Output the data verbatim, minus the images.

*** Opening of Data provided ***

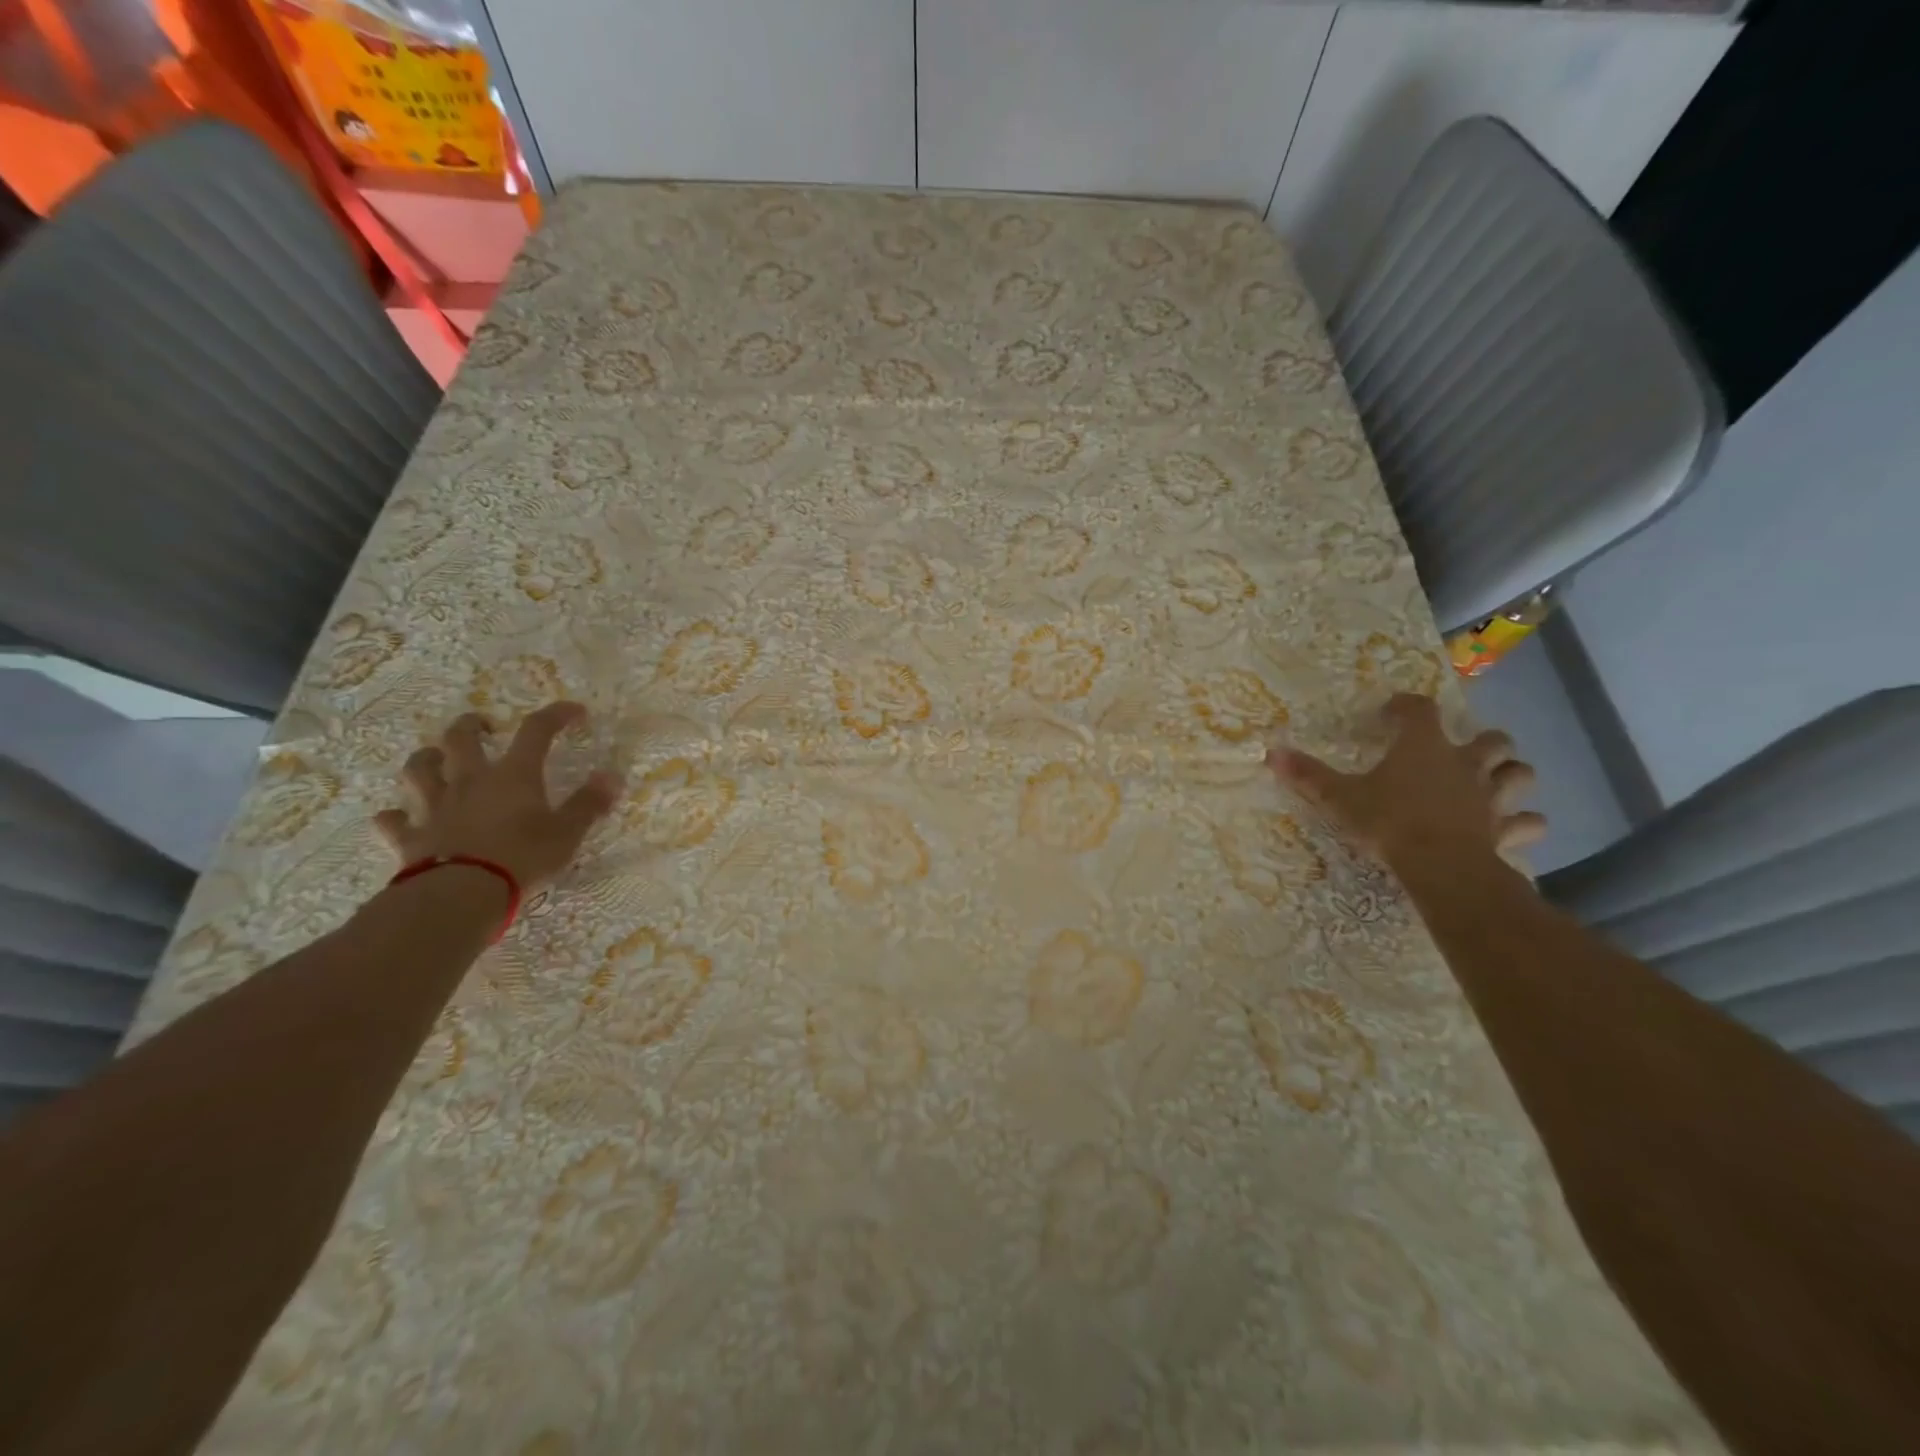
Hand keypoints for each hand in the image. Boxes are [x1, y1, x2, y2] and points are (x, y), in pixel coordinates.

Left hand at [374, 702, 620, 890]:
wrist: (460, 896)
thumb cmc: (522, 859)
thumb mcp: (567, 833)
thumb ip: (588, 804)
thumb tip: (612, 777)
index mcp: (513, 776)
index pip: (536, 731)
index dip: (556, 715)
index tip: (574, 711)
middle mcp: (470, 781)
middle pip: (460, 739)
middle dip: (471, 725)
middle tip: (483, 726)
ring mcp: (434, 807)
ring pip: (418, 770)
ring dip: (426, 759)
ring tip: (436, 759)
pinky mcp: (409, 837)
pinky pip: (391, 820)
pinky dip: (394, 816)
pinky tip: (398, 817)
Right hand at [1268, 693, 1545, 871]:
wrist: (1440, 866)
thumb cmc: (1388, 822)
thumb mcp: (1339, 798)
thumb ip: (1308, 775)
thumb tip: (1270, 753)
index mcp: (1423, 747)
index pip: (1420, 709)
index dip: (1406, 707)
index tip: (1391, 714)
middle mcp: (1464, 764)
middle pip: (1491, 739)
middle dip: (1481, 741)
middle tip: (1459, 752)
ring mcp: (1491, 797)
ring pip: (1520, 774)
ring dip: (1510, 776)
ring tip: (1494, 783)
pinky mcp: (1505, 830)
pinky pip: (1528, 824)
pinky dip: (1523, 824)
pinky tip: (1511, 828)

*** Close of Data provided ***

Result for this exercise:
Hand keypoints for each hand in the image. Boxes are [x1, y1, x2, y2] and points are (x, y), in pixel coordinates.

Left hand at [374, 702, 620, 890]:
wrist: (460, 896)
thumb cmc: (522, 859)
thumb mcp: (567, 833)
thumb ip: (588, 804)
thumb tip: (612, 777)
index mcp: (513, 776)
index pip: (536, 731)
index dip: (556, 715)
index tip: (574, 711)
middle mcp: (470, 781)
middle pip: (460, 739)
middle dip: (471, 725)
middle tip: (483, 726)
ring mcp: (434, 807)
ring pip: (418, 770)
ring dip: (426, 759)
ring tip: (436, 759)
pinky mcp: (409, 837)
pinky pip: (391, 820)
pinky dip: (394, 816)
pinky tip: (398, 817)
Right hand at [1268, 693, 1545, 871]:
wrist: (1440, 866)
thumb cmc: (1388, 822)
thumb mcp: (1339, 798)
thumb ip: (1308, 775)
thumb tip: (1270, 753)
index mcp: (1423, 747)
index pip: (1420, 709)
index dip: (1406, 707)
index tip: (1391, 714)
middle mcp: (1464, 764)
middle pip: (1491, 739)
middle dip: (1481, 741)
middle tip: (1459, 752)
ring mcp: (1491, 797)
ring pip: (1520, 774)
ring dip: (1510, 776)
ring tip: (1494, 783)
pinky mcp: (1505, 830)
pinky pip: (1528, 824)
pinky dip: (1523, 824)
pinky tip: (1511, 828)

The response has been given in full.